To make sure you get under each wire and around each metal bracket, you can use an interdental toothbrush in addition to your regular toothbrush. Interdental brushes look like tiny Christmas trees, and you can gently poke them between the wires of your braces to remove plaque and food particles.
Flossing is crucial because it removes food particles stuck between teeth. Most cavities start between teeth where decay from food particles begins to eat away at your tooth’s enamel.
Flossing with braces takes some care and practice, but you’ll learn very quickly. Use a floss threader (we will give you some to get started and you can find them in pharmacies or drug stores) to gently pull a strand of floss up and around each arch wire. You can then floss between your teeth up near the gum line. Floss each day at least once (before bed is a great time), but you can also floss after meals or snacks to be sure you have removed any food particles.

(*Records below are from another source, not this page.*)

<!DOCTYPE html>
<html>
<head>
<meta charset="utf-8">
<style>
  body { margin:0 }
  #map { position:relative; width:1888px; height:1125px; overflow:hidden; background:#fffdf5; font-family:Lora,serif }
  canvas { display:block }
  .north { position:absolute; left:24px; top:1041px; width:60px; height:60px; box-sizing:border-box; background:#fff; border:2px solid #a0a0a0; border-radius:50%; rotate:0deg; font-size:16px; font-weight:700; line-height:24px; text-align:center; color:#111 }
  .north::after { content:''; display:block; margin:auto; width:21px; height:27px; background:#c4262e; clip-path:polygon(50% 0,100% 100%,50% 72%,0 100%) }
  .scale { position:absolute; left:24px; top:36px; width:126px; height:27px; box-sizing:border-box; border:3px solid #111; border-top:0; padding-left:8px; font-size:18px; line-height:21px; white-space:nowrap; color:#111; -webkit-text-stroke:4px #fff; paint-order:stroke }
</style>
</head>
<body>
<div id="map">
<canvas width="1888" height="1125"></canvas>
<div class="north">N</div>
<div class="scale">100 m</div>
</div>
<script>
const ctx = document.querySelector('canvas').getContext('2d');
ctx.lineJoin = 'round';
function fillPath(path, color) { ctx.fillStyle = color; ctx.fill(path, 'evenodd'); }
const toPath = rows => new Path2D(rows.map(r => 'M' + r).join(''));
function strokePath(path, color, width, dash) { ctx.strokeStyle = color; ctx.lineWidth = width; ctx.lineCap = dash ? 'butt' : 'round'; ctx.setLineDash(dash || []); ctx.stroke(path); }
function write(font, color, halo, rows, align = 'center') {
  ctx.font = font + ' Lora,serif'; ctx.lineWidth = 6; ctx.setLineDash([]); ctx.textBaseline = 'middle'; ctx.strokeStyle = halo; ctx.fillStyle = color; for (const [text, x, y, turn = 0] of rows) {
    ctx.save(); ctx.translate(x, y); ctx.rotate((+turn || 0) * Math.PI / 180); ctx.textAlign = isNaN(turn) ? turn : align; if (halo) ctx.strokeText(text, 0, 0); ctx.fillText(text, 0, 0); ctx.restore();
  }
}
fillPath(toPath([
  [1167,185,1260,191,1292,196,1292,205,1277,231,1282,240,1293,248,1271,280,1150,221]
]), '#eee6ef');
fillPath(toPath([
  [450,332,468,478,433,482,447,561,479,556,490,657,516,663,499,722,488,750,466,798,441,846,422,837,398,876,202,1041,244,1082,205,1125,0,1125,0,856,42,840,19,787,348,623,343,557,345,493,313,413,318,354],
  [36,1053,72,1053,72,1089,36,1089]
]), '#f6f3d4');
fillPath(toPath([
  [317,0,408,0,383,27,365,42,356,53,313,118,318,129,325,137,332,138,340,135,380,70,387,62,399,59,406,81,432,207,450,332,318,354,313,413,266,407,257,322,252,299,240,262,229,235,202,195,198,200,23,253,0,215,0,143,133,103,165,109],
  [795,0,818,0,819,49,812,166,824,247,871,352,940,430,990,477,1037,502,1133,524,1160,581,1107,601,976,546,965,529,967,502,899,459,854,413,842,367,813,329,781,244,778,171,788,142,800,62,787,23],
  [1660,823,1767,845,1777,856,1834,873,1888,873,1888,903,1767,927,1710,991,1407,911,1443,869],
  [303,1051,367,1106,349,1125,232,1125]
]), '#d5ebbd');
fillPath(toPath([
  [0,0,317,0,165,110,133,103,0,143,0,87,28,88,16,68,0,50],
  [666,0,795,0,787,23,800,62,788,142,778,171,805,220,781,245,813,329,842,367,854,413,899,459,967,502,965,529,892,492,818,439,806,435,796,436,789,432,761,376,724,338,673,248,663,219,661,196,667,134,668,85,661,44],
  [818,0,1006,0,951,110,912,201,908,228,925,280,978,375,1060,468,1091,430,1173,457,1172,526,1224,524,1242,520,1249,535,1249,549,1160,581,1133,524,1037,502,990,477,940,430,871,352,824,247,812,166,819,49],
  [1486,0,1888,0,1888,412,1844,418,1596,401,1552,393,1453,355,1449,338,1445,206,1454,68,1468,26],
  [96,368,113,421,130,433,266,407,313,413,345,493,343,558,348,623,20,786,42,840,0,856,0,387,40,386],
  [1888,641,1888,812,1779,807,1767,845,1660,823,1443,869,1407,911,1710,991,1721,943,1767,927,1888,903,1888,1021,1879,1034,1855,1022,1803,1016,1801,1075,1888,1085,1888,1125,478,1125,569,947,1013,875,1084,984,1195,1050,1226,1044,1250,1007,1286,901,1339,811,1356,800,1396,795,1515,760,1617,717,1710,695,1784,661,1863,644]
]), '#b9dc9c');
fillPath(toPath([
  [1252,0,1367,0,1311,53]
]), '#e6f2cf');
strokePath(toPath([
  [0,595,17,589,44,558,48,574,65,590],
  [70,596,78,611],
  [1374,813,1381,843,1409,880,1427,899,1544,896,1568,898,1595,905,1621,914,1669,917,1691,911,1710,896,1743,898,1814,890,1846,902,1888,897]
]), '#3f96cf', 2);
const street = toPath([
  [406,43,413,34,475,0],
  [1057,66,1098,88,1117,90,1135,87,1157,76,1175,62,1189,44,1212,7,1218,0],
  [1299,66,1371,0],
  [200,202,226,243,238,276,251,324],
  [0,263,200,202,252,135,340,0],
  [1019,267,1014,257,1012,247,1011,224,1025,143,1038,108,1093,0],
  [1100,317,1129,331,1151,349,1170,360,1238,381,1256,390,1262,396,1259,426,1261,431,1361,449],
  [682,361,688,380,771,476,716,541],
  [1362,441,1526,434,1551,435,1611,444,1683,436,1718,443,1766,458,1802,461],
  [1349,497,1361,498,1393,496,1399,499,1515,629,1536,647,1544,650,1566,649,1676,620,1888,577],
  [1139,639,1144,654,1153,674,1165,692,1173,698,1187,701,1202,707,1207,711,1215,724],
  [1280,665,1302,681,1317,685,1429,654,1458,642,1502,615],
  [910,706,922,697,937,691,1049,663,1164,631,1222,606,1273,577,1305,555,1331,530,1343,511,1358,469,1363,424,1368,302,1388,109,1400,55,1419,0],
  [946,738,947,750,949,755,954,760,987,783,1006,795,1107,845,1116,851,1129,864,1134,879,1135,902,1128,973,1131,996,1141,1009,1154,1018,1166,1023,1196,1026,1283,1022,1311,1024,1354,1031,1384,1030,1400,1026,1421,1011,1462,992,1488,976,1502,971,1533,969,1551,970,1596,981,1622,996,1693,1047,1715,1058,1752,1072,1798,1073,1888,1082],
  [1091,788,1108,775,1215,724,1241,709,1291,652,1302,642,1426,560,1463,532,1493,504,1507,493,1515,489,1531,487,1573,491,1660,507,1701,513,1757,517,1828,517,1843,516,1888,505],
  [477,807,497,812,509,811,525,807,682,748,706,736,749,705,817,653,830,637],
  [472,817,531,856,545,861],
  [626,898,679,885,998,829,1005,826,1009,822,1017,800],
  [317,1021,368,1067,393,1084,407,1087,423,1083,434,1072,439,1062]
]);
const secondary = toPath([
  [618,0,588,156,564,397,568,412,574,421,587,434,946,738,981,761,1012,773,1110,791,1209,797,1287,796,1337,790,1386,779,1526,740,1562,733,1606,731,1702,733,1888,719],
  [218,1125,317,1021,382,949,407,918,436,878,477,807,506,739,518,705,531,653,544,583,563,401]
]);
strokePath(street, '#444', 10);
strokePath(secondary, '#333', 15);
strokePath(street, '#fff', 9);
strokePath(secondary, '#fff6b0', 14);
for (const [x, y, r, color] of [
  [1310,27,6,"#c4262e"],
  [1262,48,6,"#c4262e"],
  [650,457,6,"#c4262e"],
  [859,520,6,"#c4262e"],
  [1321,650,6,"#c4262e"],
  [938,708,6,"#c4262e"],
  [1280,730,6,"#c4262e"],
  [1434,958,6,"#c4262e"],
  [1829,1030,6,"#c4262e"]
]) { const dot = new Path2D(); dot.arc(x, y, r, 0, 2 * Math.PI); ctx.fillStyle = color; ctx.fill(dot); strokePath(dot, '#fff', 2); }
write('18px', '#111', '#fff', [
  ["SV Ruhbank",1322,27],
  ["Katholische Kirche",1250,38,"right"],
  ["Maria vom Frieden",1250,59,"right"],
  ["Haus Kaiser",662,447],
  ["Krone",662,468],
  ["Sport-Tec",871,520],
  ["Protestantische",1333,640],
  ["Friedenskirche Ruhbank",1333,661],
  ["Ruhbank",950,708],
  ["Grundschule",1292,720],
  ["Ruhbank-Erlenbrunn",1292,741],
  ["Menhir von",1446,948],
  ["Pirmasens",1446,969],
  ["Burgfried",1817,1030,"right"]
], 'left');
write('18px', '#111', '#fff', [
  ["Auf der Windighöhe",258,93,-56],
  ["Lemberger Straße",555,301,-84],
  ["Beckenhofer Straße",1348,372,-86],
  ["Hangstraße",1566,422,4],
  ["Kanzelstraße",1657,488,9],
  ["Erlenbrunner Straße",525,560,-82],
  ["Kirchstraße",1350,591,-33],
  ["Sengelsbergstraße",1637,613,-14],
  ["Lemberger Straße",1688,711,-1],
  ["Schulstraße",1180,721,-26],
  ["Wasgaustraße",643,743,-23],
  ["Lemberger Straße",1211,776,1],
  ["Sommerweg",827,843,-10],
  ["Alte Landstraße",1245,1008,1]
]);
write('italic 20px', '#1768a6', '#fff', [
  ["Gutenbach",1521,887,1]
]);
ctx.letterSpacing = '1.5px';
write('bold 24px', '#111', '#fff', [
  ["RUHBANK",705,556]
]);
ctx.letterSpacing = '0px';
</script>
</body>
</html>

Rinsing helps to remove larger food particles from your teeth and mouth before or after you brush and floss. Water makes a great rinse, but you can also use other types of oral rinses as you wish.
Taking Care of Your Retainer
Once you have had your braces removed, you will need to wear a retainer at night (and sometimes during the day) to keep your teeth from moving out of place again. Clean your retainer every time you brush and floss by giving it a bit of a brushing with your toothbrush. Once a day, put your retainer into a lukewarm cup of water into which you have dropped a denture cleaning tablet. This cleaning will remove plaque (yes, it can build up on your retainer, too!) and keep it smelling and tasting fresh.